_What to produce_
Every word of the listing must be returned. Retype it exactly.
Extracted records below:
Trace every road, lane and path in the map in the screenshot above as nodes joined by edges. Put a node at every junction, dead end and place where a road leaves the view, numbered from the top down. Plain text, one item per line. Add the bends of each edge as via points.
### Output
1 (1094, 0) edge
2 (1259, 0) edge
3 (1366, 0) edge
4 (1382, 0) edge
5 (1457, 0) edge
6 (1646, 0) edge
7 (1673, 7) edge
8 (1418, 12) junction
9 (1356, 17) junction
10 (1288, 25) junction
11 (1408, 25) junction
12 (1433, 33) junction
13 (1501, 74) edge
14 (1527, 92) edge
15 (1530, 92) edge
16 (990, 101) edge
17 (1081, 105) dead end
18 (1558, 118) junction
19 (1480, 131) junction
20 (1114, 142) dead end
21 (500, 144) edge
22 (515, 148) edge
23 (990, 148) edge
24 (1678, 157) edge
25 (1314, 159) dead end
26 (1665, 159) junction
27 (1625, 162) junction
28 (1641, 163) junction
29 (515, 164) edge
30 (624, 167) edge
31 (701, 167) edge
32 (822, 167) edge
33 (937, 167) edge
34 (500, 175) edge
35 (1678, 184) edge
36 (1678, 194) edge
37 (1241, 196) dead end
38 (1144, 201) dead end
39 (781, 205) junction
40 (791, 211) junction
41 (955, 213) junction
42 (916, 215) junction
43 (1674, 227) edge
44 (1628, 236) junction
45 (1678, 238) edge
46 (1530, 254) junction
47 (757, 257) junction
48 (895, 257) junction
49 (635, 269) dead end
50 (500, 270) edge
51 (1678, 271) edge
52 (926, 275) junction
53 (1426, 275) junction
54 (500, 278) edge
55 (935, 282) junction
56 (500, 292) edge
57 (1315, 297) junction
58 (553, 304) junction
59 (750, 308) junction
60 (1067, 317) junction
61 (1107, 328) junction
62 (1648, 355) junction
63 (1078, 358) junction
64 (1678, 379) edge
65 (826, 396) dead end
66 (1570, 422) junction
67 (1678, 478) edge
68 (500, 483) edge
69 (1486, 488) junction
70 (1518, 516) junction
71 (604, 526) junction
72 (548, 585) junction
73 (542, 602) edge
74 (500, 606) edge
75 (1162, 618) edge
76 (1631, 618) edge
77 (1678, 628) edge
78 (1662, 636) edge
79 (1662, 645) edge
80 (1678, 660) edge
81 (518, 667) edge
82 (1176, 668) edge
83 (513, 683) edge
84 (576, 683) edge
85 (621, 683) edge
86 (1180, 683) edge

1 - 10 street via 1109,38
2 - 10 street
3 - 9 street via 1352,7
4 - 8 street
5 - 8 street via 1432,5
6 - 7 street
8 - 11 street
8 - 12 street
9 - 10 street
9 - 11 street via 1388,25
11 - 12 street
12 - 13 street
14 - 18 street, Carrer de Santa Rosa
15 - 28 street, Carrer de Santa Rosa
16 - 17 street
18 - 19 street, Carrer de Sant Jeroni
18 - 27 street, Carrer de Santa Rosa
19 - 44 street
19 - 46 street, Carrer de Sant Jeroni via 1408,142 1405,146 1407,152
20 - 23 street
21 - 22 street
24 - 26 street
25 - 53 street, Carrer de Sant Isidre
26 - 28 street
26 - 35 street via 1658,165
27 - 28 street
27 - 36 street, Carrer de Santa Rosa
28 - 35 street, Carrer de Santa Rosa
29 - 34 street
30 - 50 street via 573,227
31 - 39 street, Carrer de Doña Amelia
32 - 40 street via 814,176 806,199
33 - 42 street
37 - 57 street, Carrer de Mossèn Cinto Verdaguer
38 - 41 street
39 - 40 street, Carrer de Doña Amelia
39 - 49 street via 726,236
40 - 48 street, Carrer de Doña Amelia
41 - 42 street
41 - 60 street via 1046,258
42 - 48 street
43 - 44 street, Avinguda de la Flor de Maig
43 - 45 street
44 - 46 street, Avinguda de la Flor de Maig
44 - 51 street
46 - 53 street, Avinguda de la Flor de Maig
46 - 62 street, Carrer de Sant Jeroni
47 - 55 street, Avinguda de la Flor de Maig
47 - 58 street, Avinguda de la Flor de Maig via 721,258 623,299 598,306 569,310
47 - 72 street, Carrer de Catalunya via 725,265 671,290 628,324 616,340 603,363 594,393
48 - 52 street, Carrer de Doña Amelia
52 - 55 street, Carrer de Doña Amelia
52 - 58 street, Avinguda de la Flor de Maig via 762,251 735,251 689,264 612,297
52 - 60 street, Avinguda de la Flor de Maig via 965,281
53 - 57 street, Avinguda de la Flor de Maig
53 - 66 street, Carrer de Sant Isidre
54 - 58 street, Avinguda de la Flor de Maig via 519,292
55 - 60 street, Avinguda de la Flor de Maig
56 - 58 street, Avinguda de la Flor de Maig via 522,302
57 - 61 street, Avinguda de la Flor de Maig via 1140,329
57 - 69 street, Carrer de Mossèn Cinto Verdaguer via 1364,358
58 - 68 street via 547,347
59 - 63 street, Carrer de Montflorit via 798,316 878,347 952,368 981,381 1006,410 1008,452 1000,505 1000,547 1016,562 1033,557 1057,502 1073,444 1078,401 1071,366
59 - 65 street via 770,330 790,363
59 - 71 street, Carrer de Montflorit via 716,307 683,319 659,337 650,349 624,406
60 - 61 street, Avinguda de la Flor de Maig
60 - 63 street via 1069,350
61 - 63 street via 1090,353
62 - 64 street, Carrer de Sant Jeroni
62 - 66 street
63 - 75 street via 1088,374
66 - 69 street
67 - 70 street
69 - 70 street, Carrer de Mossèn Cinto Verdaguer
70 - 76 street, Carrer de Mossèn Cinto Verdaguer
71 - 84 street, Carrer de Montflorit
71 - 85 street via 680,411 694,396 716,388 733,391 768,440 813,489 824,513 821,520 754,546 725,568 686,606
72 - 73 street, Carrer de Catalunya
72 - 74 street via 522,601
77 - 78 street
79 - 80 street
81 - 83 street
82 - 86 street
End of Extracted records.
_Reply_
Trace every road, lane and path in the map in the screenshot above as nodes joined by edges. Put a node at every junction, dead end and place where a road leaves the view, numbered from the top down. Plain text, one item per line. Add the bends of each edge as via points.
### Output
1 (1094, 0) edge
2 (1259, 0) edge
3 (1366, 0) edge
4 (1382, 0) edge
5 (1457, 0) edge
6 (1646, 0) edge
7 (1673, 7) edge
8 (1418, 12) junction
9 (1356, 17) junction
10 (1288, 25) junction
11 (1408, 25) junction
12 (1433, 33) junction
13 (1501, 74) edge
14 (1527, 92) edge
15 (1530, 92) edge
16 (990, 101) edge
17 (1081, 105) dead end
18 (1558, 118) junction
19 (1480, 131) junction
20 (1114, 142) dead end
21 (500, 144) edge
22 (515, 148) edge
23 (990, 148) edge
24 (1678, 157) edge
25 (1314, 159) dead end
26 (1665, 159) junction
27 (1625, 162) junction
28 (1641, 163) junction
29 (515, 164) edge
30 (624, 167) edge
31 (701, 167) edge
32 (822, 167) edge
33 (937, 167) edge
34 (500, 175) edge
35 (1678, 184) edge
36 (1678, 194) edge
37 (1241, 196) dead end
38 (1144, 201) dead end
39 (781, 205) junction
40 (791, 211) junction
41 (955, 213) junction
42 (916, 215) junction
43 (1674, 227) edge
44 (1628, 236) junction
45 (1678, 238) edge
46 (1530, 254) junction
47 (757, 257) junction
48 (895, 257) junction
49 (635, 269) dead end
50 (500, 270) edge
51 (1678, 271) edge
52 (926, 275) junction
53 (1426, 275) junction
54 (500, 278) edge
55 (935, 282) junction
56 (500, 292) edge
57 (1315, 297) junction
58 (553, 304) junction
59 (750, 308) junction
60 (1067, 317) junction
61 (1107, 328) junction
62 (1648, 355) junction
63 (1078, 358) junction
64 (1678, 379) edge
65 (826, 396) dead end
66 (1570, 422) junction
67 (1678, 478) edge
68 (500, 483) edge
69 (1486, 488) junction
70 (1518, 516) junction
71 (604, 526) junction
72 (548, 585) junction
73 (542, 602) edge
74 (500, 606) edge
75 (1162, 618) edge
76 (1631, 618) edge
77 (1678, 628) edge
78 (1662, 636) edge
79 (1662, 645) edge
80 (1678, 660) edge
81 (518, 667) edge
82 (1176, 668) edge
83 (513, 683) edge
84 (576, 683) edge
85 (621, 683) edge
86 (1180, 683) edge

1 - 10 street via 1109,38
2 - 10 street
3 - 9 street via 1352,7
4 - 8 street
5 - 8 street via 1432,5
6 - 7 street
8 - 11 street
8 - 12 street
9 - 10 street
9 - 11 street via 1388,25
11 - 12 street
12 - 13 street
14 - 18 street, Carrer de Santa Rosa
15 - 28 street, Carrer de Santa Rosa
16 - 17 street
18 - 19 street, Carrer de Sant Jeroni
18 - 27 street, Carrer de Santa Rosa
19 - 44 street
19 - 46 street, Carrer de Sant Jeroni via 1408,142 1405,146 1407,152
20 - 23 street
21 - 22 street
24 - 26 street
25 - 53 street, Carrer de Sant Isidre
26 - 28 street
26 - 35 street via 1658,165
27 - 28 street
27 - 36 street, Carrer de Santa Rosa
28 - 35 street, Carrer de Santa Rosa
29 - 34 street
30 - 50 street via 573,227
31 - 39 street, Carrer de Doña Amelia
32 - 40 street via 814,176 806,199
33 - 42 street
37 - 57 street, Carrer de Mossèn Cinto Verdaguer
38 - 41 street
39 - 40 street, Carrer de Doña Amelia
39 - 49 street via 726,236
40 - 48 street, Carrer de Doña Amelia
41 - 42 street
41 - 60 street via 1046,258
42 - 48 street
43 - 44 street, Avinguda de la Flor de Maig
43 - 45 street
44 - 46 street, Avinguda de la Flor de Maig
44 - 51 street
46 - 53 street, Avinguda de la Flor de Maig
46 - 62 street, Carrer de Sant Jeroni
47 - 55 street, Avinguda de la Flor de Maig
47 - 58 street, Avinguda de la Flor de Maig via 721,258 623,299 598,306 569,310
47 - 72 street, Carrer de Catalunya via 725,265 671,290 628,324 616,340 603,363 594,393
48 - 52 street, Carrer de Doña Amelia
52 - 55 street, Carrer de Doña Amelia
52 - 58 street, Avinguda de la Flor de Maig via 762,251 735,251 689,264 612,297
52 - 60 street, Avinguda de la Flor de Maig via 965,281
53 - 57 street, Avinguda de la Flor de Maig
53 - 66 street, Carrer de Sant Isidre
54 - 58 street, Avinguda de la Flor de Maig via 519,292
55 - 60 street, Avinguda de la Flor de Maig
56 - 58 street, Avinguda de la Flor de Maig via 522,302
57 - 61 street, Avinguda de la Flor de Maig via 1140,329
57 - 69 street, Carrer de Mossèn Cinto Verdaguer via 1364,358
58 - 68 street via 547,347
59 - 63 street, Carrer de Montflorit via 798,316 878,347 952,368 981,381 1006,410 1008,452 1000,505 1000,547 1016,562 1033,557 1057,502 1073,444 1078,401 1071,366
59 - 65 street via 770,330 790,363
59 - 71 street, Carrer de Montflorit via 716,307 683,319 659,337 650,349 624,406
60 - 61 street, Avinguda de la Flor de Maig
60 - 63 street via 1069,350
61 - 63 street via 1090,353
62 - 64 street, Carrer de Sant Jeroni
62 - 66 street
63 - 75 street via 1088,374
66 - 69 street
67 - 70 street
69 - 70 street, Carrer de Mossèn Cinto Verdaguer
70 - 76 street, Carrer de Mossèn Cinto Verdaguer
71 - 84 street, Carrer de Montflorit
71 - 85 street via 680,411 694,396 716,388 733,391 768,440 813,489 824,513 821,520 754,546 725,568 686,606
72 - 73 street, Carrer de Catalunya
72 - 74 street via 522,601
77 - 78 street
79 - 80 street
81 - 83 street
82 - 86 street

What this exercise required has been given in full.